Your task is to transcribe the data exactly while omitting each picture.
(Provided records)
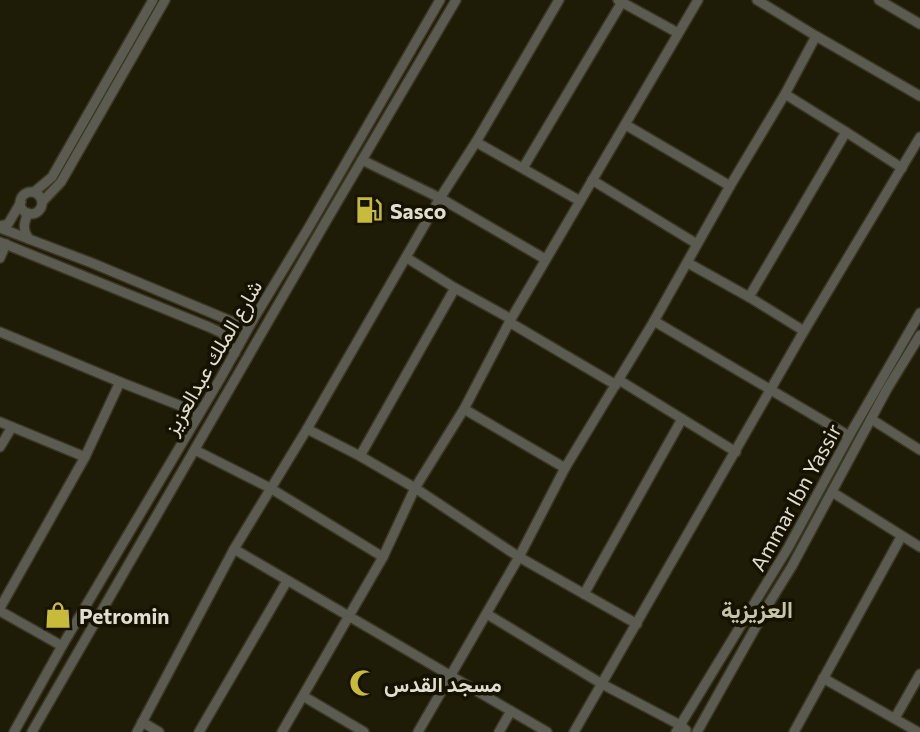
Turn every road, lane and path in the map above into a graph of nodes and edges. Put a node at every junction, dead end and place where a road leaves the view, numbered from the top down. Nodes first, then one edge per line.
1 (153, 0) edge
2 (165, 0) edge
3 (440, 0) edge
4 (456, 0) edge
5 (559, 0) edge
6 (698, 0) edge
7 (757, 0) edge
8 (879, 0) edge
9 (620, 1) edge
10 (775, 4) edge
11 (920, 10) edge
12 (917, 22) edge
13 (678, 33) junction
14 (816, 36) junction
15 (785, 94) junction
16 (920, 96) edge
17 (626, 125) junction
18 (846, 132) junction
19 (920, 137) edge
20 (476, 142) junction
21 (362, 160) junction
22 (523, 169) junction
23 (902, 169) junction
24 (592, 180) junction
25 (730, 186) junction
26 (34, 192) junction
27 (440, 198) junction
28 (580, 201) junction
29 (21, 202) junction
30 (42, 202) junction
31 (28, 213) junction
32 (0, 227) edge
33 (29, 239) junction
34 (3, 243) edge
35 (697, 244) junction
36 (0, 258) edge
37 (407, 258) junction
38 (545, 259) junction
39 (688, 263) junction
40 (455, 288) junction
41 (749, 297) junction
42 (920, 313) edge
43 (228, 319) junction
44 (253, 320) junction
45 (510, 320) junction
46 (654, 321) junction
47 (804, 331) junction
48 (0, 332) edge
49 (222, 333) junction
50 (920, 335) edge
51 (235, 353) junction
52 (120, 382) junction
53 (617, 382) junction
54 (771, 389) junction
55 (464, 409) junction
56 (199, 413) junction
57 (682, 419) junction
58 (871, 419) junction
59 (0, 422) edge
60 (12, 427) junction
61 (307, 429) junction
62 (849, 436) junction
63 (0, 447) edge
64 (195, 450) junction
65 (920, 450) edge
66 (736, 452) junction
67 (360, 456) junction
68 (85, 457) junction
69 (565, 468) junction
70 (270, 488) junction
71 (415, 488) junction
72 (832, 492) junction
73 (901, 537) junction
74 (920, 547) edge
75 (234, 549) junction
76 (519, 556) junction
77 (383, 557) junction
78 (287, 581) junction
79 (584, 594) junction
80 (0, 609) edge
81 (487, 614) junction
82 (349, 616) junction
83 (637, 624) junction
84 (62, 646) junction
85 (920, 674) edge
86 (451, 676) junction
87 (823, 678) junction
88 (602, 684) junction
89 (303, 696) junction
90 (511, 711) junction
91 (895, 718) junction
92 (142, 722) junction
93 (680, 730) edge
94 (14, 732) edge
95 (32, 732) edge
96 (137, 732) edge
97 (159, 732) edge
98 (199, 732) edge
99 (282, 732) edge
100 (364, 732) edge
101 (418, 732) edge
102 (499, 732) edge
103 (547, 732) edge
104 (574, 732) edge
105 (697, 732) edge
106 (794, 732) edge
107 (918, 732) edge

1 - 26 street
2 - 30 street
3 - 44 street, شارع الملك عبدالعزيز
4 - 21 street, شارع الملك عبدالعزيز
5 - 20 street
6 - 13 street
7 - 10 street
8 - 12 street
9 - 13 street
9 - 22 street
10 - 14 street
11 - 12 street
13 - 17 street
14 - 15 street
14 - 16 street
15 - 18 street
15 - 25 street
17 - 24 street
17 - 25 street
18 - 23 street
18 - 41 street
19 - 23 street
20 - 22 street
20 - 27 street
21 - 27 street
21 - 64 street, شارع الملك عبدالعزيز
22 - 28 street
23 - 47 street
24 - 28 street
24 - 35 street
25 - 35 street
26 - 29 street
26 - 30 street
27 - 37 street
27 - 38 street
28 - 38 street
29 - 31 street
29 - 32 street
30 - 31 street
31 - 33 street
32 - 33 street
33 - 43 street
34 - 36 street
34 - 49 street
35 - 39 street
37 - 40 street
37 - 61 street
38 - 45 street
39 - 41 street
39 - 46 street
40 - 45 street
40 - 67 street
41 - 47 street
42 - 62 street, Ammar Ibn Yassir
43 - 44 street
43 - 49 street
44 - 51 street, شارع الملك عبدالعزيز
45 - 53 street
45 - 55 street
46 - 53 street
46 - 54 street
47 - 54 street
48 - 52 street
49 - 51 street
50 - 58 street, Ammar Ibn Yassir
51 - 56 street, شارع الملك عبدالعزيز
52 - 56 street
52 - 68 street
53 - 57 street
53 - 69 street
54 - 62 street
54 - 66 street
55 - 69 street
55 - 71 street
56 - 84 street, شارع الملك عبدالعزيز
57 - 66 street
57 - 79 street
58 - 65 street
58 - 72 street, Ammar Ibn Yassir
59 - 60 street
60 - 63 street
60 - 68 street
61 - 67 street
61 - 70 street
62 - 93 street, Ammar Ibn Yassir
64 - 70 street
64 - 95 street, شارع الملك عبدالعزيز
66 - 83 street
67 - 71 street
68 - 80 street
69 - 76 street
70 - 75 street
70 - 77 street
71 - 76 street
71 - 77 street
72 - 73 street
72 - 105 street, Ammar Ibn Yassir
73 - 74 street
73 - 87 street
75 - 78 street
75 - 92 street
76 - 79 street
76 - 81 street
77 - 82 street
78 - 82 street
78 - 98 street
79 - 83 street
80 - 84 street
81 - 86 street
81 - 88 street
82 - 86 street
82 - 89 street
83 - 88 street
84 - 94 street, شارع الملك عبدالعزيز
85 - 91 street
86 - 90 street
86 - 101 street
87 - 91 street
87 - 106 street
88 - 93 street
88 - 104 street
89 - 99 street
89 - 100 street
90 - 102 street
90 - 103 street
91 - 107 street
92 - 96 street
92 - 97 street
(End Provided records)
▶ _Solution_:
Turn every road, lane and path in the map above into a graph of nodes and edges. Put a node at every junction, dead end and place where a road leaves the view, numbered from the top down. Nodes first, then one edge per line.
1 (153, 0) edge
2 (165, 0) edge
3 (440, 0) edge
4 (456, 0) edge
5 (559, 0) edge
6 (698, 0) edge
7 (757, 0) edge
8 (879, 0) edge
9 (620, 1) edge
10 (775, 4) edge
11 (920, 10) edge
12 (917, 22) edge
13 (678, 33) junction
14 (816, 36) junction
15 (785, 94) junction
16 (920, 96) edge
17 (626, 125) junction
18 (846, 132) junction
19 (920, 137) edge
20 (476, 142) junction
21 (362, 160) junction
22 (523, 169) junction
23 (902, 169) junction
24 (592, 180) junction
25 (730, 186) junction
26 (34, 192) junction
27 (440, 198) junction
28 (580, 201) junction
29 (21, 202) junction
30 (42, 202) junction
31 (28, 213) junction
32 (0, 227) edge
33 (29, 239) junction
34 (3, 243) edge
35 (697, 244) junction
36 (0, 258) edge
37 (407, 258) junction
38 (545, 259) junction
39 (688, 263) junction
40 (455, 288) junction
41 (749, 297) junction
42 (920, 313) edge
43 (228, 319) junction
44 (253, 320) junction
45 (510, 320) junction
46 (654, 321) junction
47 (804, 331) junction
48 (0, 332) edge
49 (222, 333) junction
50 (920, 335) edge
51 (235, 353) junction
52 (120, 382) junction
53 (617, 382) junction
54 (771, 389) junction
55 (464, 409) junction
56 (199, 413) junction
57 (682, 419) junction
58 (871, 419) junction
59 (0, 422) edge
60 (12, 427) junction
61 (307, 429) junction
62 (849, 436) junction
63 (0, 447) edge
64 (195, 450) junction
65 (920, 450) edge
66 (736, 452) junction
67 (360, 456) junction
68 (85, 457) junction
69 (565, 468) junction
70 (270, 488) junction
71 (415, 488) junction
72 (832, 492) junction
73 (901, 537) junction
74 (920, 547) edge
75 (234, 549) junction
76 (519, 556) junction
77 (383, 557) junction
78 (287, 581) junction
79 (584, 594) junction
80 (0, 609) edge
81 (487, 614) junction
82 (349, 616) junction
83 (637, 624) junction
84 (62, 646) junction
85 (920, 674) edge
86 (451, 676) junction
87 (823, 678) junction
88 (602, 684) junction
89 (303, 696) junction
90 (511, 711) junction
91 (895, 718) junction
92 (142, 722) junction
93 (680, 730) edge
94 (14, 732) edge
95 (32, 732) edge
96 (137, 732) edge
97 (159, 732) edge
98 (199, 732) edge
99 (282, 732) edge
100 (364, 732) edge
101 (418, 732) edge
102 (499, 732) edge
103 (547, 732) edge
104 (574, 732) edge
105 (697, 732) edge
106 (794, 732) edge
107 (918, 732) edge

1 - 26 street
2 - 30 street
3 - 44 street, شارع الملك عبدالعزيز
4 - 21 street, شارع الملك عبدالعزيز
5 - 20 street
6 - 13 street
7 - 10 street
8 - 12 street
9 - 13 street
9 - 22 street
10 - 14 street
11 - 12 street
13 - 17 street
14 - 15 street
14 - 16 street
15 - 18 street
15 - 25 street
17 - 24 street
17 - 25 street
18 - 23 street
18 - 41 street
19 - 23 street
20 - 22 street
20 - 27 street
21 - 27 street
21 - 64 street, شارع الملك عبدالعزيز
22 - 28 street
23 - 47 street
24 - 28 street
24 - 35 street
25 - 35 street
26 - 29 street
26 - 30 street
27 - 37 street
27 - 38 street
28 - 38 street
29 - 31 street
29 - 32 street
30 - 31 street
31 - 33 street
32 - 33 street
33 - 43 street
34 - 36 street
34 - 49 street
35 - 39 street
37 - 40 street
37 - 61 street
38 - 45 street
39 - 41 street
39 - 46 street
40 - 45 street
40 - 67 street
41 - 47 street
42 - 62 street, Ammar Ibn Yassir
43 - 44 street
43 - 49 street
44 - 51 street, شارع الملك عبدالعزيز
45 - 53 street
45 - 55 street
46 - 53 street
46 - 54 street
47 - 54 street
48 - 52 street
49 - 51 street
50 - 58 street, Ammar Ibn Yassir
51 - 56 street, شارع الملك عبدالعزيز
52 - 56 street
52 - 68 street
53 - 57 street
53 - 69 street
54 - 62 street
54 - 66 street
55 - 69 street
55 - 71 street
56 - 84 street, شارع الملك عبدالعزيز
57 - 66 street
57 - 79 street
58 - 65 street
58 - 72 street, Ammar Ibn Yassir
59 - 60 street
60 - 63 street
60 - 68 street
61 - 67 street
61 - 70 street
62 - 93 street, Ammar Ibn Yassir
64 - 70 street
64 - 95 street, شارع الملك عبدالعزيز
66 - 83 street
67 - 71 street
68 - 80 street
69 - 76 street
70 - 75 street
70 - 77 street
71 - 76 street
71 - 77 street
72 - 73 street
72 - 105 street, Ammar Ibn Yassir
73 - 74 street
73 - 87 street
75 - 78 street
75 - 92 street
76 - 79 street
76 - 81 street
77 - 82 street
78 - 82 street
78 - 98 street
79 - 83 street
80 - 84 street
81 - 86 street
81 - 88 street
82 - 86 street
82 - 89 street
83 - 88 street
84 - 94 street, شارع الملك عبدالعزيز
85 - 91 street
86 - 90 street
86 - 101 street
87 - 91 street
87 - 106 street
88 - 93 street
88 - 104 street
89 - 99 street
89 - 100 street
90 - 102 street
90 - 103 street
91 - 107 street
92 - 96 street
92 - 97 street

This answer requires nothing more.